Once approved, you will have a named supervising Social Worker whose job it is to support you and your family with the fostering task. You will receive a copy of our Carer's Handbook. This contains a wealth of information about the things you need to know about being a foster carer.
You will have a written agreement with us setting out the terms of your approval and the role and responsibilities of both you as a foster carer as well as those of the Fostering Service. This agreement will detail the number, age and sex of the children and young people that may be placed with you.
We keep copies of the written agreement and it will be subject to regular review.
You will meet with your supervising social worker on a regular basis, at least monthly and he/she will support you with your training and development needs. We have a well resourced training programme which is regularly reviewed to keep abreast of up-to-date information and knowledge. In addition there are opportunities to attend external conferences and we also invite prominent speakers and researchers to meet with our carers on occasion. New carers are expected to attend core training in their first year and any further training which is identified as part of their development plan. An SVQ Level 3 in Child Care may also be offered if you want to study for a qualification.
Foster carers have a generous respite allowance of up to 28 days per annum in recognition of the complexities of the fostering task.
Foster carers have the benefit of access to 24 hours support and advice if required through a dedicated out of hours service.

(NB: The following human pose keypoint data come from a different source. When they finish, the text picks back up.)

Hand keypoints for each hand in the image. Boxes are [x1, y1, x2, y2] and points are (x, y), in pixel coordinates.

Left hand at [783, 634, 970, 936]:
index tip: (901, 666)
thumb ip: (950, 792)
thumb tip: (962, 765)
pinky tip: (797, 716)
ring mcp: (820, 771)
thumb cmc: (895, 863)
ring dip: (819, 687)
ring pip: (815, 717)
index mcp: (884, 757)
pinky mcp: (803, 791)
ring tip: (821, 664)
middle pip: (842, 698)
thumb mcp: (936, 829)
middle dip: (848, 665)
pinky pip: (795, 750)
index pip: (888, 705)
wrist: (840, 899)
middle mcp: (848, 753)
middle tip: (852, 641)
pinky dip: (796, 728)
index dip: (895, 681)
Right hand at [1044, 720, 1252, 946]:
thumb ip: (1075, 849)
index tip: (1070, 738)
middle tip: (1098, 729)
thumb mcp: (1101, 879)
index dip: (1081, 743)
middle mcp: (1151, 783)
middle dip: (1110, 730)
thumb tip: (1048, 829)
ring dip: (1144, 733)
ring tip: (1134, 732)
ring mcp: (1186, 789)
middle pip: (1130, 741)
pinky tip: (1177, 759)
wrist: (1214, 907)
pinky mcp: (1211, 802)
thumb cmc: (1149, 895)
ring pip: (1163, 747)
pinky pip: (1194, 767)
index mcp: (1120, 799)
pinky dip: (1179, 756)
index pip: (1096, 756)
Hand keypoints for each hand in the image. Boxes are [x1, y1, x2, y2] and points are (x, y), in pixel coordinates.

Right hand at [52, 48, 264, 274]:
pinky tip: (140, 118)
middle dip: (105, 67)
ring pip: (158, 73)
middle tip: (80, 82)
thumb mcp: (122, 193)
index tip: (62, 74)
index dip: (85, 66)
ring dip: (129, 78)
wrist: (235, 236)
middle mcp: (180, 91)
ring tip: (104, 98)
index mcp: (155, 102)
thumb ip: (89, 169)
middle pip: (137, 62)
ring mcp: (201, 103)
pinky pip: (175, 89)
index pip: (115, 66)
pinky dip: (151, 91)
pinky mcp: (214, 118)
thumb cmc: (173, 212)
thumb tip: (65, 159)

As an approved foster carer/short breaks carer you will receive a weekly maintenance allowance for each child in your care. The amount of the allowance is dictated by the age of the child.
- 0-4 - £139.33
- 5-10 - £158.72
- 11-15 - £197.56
- 16+ - £240.30
We operate a Payment for Skills Scheme, whereby foster carers receive a weekly fee in addition to an allowance for each child they care for. The Scheme recognises the skills and experiences of foster carers and their fee reflects this. There are 3 levels of skill fee; new carers will normally begin on level 1.
- Level 1 - £131.77
- Level 2 - £171.30
- Level 3 - £210.85
In addition to fees and allowances foster carers will also be able to claim for equipment they need for the fostering task and travelling expenses occurred whilst fostering.
Fuller details of all the financial supports will be outlined in more detail during your assessment.
Once you have decided you are interested you (and your partner) will attend preparation and training sessions where you will receive more information about fostering, with the opportunity to meet a current foster carer.
A preparation course will cover a range of topics including early childhood experiences and the needs of children who have been accommodated, the legal framework and the roles of others you will be working alongside once a child is placed with you. It will provide you with an opportunity to talk through any issues and concerns you may have and hear first hand from a foster carer about the reality of fostering.
This should help to prepare you to look after a child who has been looked after and accommodated and help you understand how this may differ from raising your own child.